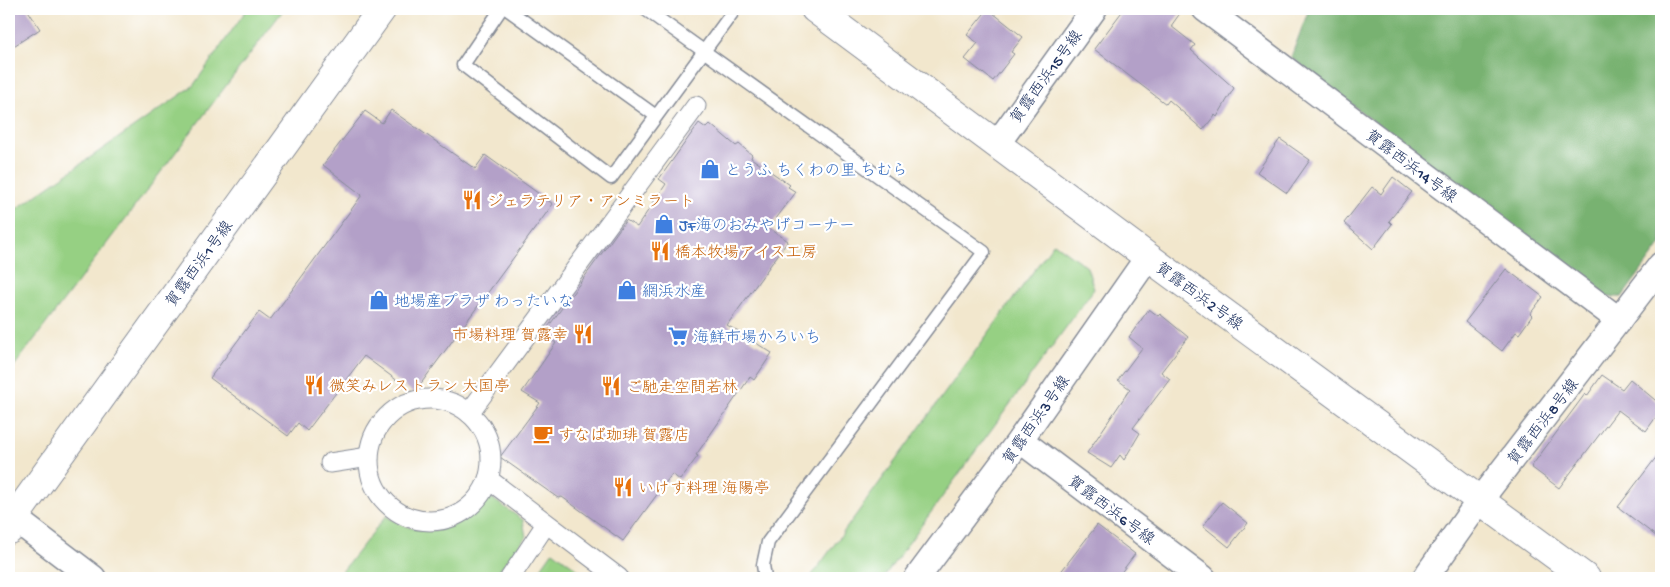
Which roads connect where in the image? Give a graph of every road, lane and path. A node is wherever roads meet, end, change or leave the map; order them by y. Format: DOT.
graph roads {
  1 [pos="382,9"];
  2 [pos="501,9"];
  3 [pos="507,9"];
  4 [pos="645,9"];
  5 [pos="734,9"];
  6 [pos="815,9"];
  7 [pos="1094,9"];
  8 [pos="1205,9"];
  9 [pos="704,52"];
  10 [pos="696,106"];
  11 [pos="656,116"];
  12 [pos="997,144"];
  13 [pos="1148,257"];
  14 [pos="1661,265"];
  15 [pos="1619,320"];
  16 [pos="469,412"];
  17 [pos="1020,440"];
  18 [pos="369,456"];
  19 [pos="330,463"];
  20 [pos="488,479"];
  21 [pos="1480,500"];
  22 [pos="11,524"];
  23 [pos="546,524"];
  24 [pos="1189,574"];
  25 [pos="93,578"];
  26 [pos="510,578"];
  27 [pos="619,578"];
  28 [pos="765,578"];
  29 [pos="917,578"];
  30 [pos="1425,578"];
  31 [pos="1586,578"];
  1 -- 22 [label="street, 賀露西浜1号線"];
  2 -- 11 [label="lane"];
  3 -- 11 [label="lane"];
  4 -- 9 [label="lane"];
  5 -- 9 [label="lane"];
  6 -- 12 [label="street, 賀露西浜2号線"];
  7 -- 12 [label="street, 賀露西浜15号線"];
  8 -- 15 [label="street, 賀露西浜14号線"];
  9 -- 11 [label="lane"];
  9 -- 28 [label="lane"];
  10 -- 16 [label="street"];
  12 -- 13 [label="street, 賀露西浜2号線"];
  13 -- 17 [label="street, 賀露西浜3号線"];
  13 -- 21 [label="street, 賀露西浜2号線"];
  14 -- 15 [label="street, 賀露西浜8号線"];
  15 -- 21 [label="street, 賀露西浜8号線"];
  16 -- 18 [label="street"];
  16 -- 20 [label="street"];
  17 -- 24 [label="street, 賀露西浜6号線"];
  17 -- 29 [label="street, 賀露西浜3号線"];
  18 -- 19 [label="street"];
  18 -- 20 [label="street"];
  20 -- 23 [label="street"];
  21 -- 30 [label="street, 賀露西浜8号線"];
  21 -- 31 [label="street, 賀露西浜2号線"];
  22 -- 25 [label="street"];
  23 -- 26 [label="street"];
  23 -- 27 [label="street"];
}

########################################

HOW TO COMPLETE THIS TASK: Without including any picture, print all of the entries above exactly.

RESULT OF THE EXERCISE:
Which roads connect where in the image? Give a graph of every road, lane and path. A node is wherever roads meet, end, change or leave the map; order them by y. Format: DOT.
graph roads {
  1 [pos="382,9"];
  2 [pos="501,9"];
  3 [pos="507,9"];
  4 [pos="645,9"];
  5 [pos="734,9"];
  6 [pos="815,9"];
  7 [pos="1094,9"];
  8 [pos="1205,9"];
  9 [pos="704,52"];
  10 [pos="696,106"];
  11 [pos="656,116"];
  12 [pos="997,144"];
  13 [pos="1148,257"];
  14 [pos="1661,265"];
  15 [pos="1619,320"];
  16 [pos="469,412"];
  17 [pos="1020,440"];
  18 [pos="369,456"];
  19 [pos="330,463"];
  20 [pos="488,479"];
  21 [pos="1480,500"];
  22 [pos="11,524"];
  23 [pos="546,524"];
  24 [pos="1189,574"];
  25 [pos="93,578"];
  26 [pos="510,578"];
  27 [pos="619,578"];
  28 [pos="765,578"];
  29 [pos="917,578"];
  30 [pos="1425,578"];
  31 [pos="1586,578"];
  1 -- 22 [label="street, 賀露西浜1号線"];
  2 -- 11 [label="lane"];
  3 -- 11 [label="lane"];
  4 -- 9 [label="lane"];
  5 -- 9 [label="lane"];
  6 -- 12 [label="street, 賀露西浜2号線"];
  7 -- 12 [label="street, 賀露西浜15号線"];
  8 -- 15 [label="street, 賀露西浜14号線"];
  9 -- 11 [label="lane"];
  9 -- 28 [label="lane"];
  10 -- 16 [label="street"];
  12 -- 13 [label="street, 賀露西浜2号線"];
  13 -- 17 [label="street, 賀露西浜3号線"];
  13 -- 21 [label="street, 賀露西浜2号線"];
  14 -- 15 [label="street, 賀露西浜8号線"];
  15 -- 21 [label="street, 賀露西浜8号線"];
  16 -- 18 [label="street"];
  16 -- 20 [label="street"];
  17 -- 24 [label="street, 賀露西浜6号線"];
  17 -- 29 [label="street, 賀露西浜3号線"];
  18 -- 19 [label="street"];
  18 -- 20 [label="street"];
  20 -- 23 [label="street"];
  21 -- 30 [label="street, 賀露西浜8号線"];
  21 -- 31 [label="street, 賀露西浜2号線"];
  22 -- 25 [label="street"];
  23 -- 26 [label="street"];
  23 -- 27 [label="street"];
}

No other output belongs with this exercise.